Han vuelto al colegio, al horario, al uniforme, al bocadillo, las extraescolares… Y muchos padres respiran aliviados. No sin un leve gesto de culpa, pero aliviados al fin y al cabo. ¿Qué dice esto de nuestra sociedad?
Vivimos el primer día de colegio con júbilo por la restauración del orden. “¡Por fin!” suspira una madre desde el coche. “¡Ya era hora!” murmura el padre con el café en la mano. ¿Qué ha pasado con esos niños que corrían, gritaban y vivían?
¿Qué ha pasado, en efecto, con nuestra visión de los hijos?
No es escasa la ironía de que esta sensación de alivio, tan común, tan admitida, coincida con el inicio de un nuevo ciclo académico, aquel en el que se supone que confiamos altos ideales: el saber, el desarrollo y la madurez. Pero no se si esa confianza en la educación no es también, en el fondo, una coartada. Un disfraz social y legítimo de una realidad más íntima: el deseo de estar sin ellos.
Seamos honestos: en muchos hogares, el regreso al colegio no se vive como una etapa educativa, sino como un descanso paterno, sobre todo en casos de difícil conciliación laboral.
No como el principio de un camino formativo, sino como la clausura de una temporada de ruido.
¿Y acaso no revela eso una fractura en el corazón de la familia?
El ritmo de vida que hemos asumido pone todo cada vez más difícil, pero duele pensar que hayamos hecho del hijo una anomalía.
No hay más que ver cómo habla la cultura sobre los niños: son “una carga”, “una inversión”, “una renuncia a la carrera profesional”, “un estrés”. En muchos casos, no solo las instituciones han abandonado el lenguaje del hijo como don, sino también nosotros, aún sin quererlo.
Decía Tertuliano que “el alma es naturalmente cristiana”. Pues bien: también el alma, cuando se acomoda demasiado al mundo, se vuelve funcionalista. Pues mide, planifica, calcula, compara…. Y nuestros hijos, en muchas ocasiones, pasan a ocupar la categoría de estorbo.
Por eso suspiramos aliviados cuando se cierra la puerta del aula el primer día de septiembre. Porque ya sólo tendremos un huésped temporal. Exagero pero me preocupa.
¿No debería pellizcarnos el corazón al verlos partir?
No dramas descontrolados, ni con sensiblería barata, sino con la conciencia clara de que cada vez que se alejan de nosotros —al colegio— se adelanta un poco la partida definitiva. La de su madurez.
Sí, educar es preparar para la partida y nosotros sólo somos guardianes de sus almas.

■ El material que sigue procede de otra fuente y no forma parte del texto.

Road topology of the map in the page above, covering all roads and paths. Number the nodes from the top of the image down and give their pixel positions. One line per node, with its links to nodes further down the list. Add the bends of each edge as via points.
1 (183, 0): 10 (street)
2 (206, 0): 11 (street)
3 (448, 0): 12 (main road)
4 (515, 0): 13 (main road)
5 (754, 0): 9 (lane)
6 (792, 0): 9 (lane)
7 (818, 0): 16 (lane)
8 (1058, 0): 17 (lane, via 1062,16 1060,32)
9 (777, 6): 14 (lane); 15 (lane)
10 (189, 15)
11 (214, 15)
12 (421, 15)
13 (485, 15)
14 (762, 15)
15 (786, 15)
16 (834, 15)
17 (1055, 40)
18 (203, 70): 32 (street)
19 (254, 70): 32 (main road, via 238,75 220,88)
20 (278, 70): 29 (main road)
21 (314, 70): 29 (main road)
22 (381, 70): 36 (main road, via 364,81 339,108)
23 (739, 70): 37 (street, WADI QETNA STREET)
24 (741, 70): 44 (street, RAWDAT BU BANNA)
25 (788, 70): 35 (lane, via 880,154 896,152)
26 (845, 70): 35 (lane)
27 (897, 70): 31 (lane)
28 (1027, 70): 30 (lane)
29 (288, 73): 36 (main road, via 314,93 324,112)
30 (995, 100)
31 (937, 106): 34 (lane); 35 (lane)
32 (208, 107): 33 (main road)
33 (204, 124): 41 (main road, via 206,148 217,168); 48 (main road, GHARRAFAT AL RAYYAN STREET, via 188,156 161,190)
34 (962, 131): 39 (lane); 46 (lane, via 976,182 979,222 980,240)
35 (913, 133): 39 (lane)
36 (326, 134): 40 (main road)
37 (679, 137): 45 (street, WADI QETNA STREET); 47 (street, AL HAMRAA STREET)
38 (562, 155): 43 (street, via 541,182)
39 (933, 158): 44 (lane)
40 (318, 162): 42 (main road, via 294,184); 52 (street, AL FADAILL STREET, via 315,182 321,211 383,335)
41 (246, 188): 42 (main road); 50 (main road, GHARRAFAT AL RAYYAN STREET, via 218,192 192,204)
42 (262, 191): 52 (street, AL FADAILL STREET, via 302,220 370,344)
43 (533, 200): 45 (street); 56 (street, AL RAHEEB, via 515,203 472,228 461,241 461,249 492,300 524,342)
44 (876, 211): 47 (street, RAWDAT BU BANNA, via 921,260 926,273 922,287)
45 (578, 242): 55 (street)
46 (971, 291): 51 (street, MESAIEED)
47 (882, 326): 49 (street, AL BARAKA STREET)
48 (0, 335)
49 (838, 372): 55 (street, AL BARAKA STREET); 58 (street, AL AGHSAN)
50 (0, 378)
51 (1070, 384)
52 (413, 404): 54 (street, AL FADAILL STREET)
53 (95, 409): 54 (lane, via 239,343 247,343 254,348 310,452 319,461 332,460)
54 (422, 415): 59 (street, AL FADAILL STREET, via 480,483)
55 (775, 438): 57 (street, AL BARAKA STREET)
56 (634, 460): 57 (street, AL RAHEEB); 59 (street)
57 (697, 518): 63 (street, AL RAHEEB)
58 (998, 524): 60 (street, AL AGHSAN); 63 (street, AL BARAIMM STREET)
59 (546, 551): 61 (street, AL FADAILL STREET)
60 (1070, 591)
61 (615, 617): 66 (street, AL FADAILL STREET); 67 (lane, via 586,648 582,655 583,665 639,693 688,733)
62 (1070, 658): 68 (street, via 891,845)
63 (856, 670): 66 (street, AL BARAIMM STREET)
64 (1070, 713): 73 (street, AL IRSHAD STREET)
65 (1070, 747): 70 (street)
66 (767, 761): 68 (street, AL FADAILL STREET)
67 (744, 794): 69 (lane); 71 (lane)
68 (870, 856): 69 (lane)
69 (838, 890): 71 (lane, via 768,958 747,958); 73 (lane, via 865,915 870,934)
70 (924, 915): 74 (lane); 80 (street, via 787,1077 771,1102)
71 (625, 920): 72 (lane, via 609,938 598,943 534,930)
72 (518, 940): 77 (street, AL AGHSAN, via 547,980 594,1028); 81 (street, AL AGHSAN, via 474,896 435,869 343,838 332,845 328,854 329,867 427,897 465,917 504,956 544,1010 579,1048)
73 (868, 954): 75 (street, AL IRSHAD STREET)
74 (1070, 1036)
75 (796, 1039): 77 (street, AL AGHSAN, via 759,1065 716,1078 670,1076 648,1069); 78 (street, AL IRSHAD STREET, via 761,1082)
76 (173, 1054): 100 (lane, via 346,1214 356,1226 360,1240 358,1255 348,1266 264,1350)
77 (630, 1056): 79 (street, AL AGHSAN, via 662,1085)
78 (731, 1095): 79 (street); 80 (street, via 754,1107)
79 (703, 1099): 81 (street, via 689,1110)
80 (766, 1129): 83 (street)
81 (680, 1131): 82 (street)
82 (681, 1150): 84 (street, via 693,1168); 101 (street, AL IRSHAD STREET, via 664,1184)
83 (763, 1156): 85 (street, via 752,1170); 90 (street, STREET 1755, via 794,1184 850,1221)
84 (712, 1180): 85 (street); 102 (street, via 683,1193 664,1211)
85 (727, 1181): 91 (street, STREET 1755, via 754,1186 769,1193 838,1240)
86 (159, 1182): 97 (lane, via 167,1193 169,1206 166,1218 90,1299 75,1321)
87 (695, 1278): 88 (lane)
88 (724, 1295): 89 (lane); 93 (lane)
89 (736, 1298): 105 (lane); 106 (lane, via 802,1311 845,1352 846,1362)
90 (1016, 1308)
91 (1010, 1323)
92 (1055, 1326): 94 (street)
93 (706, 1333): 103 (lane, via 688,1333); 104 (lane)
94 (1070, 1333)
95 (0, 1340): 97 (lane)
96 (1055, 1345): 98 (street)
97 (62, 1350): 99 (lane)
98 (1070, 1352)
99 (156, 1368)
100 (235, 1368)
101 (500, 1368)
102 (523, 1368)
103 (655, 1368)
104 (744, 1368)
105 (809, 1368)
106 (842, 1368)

Pero mientras,
¿no deberíamos hacer algo más que sobrevivir su presencia?
Cuidado: tampoco se trata de volver a la visión romántica y azucarada de los hijos como “ángeles con mofletes rosados». No, los hijos son difíciles y la sociedad también. Caprichosos, a veces desobedientes. A menudo ingratos. Como nosotros con Dios, dicho sea de paso.
Pero esa es precisamente la medida de su valor: que no los amamos por lo fáciles que son, sino por lo que son, personas confiadas a nosotros.
Y lo que más necesitan no es un espacio educativo impecable, sino padres que los vean con los ojos de Dios, no como carga ni como proyecto, sino como promesa.
A los que optan por la educación en casa, honor y respeto: su camino es arduo y valiente. Pero no todos pueden, ni deben. El colegio debería ser una ayuda, no un enemigo.
¿Volverán hoy con un roto en los zapatos? ¿Con una nota de advertencia? ¿Con una pelea con su mejor amigo? Sea lo que sea, seamos nosotros los primeros en recibirlos. No la impaciencia, nosotros.
Final de verano, principio de misión
No hay vuelta al colegio sin vuelta al corazón. Los hijos no son una interrupción de nuestra vida adulta; es una continuación de nuestra vocación. Su educación diaria no comienza con el profesor de matemáticas, sino con la manera en que lo has mirado y tratado al despertar. Y no termina con el título universitario y el máster, sino con su entrada —ojalá— en el Reino de los cielos.
Así que la próxima vez que te venga a la cabeza eso tan humano de “por fin han vuelto al cole”, acompáñalo de una oración.
Porque cada hijo que se va por la puerta no es una molestia menos en tu ajetreada agenda. Cada hijo sale hoy por la puerta de casa, con su mochila del colegio: es una oportunidad más de amar que te ha confiado el Señor.
Y a amar, señores, no se aprende sólo en el colegio.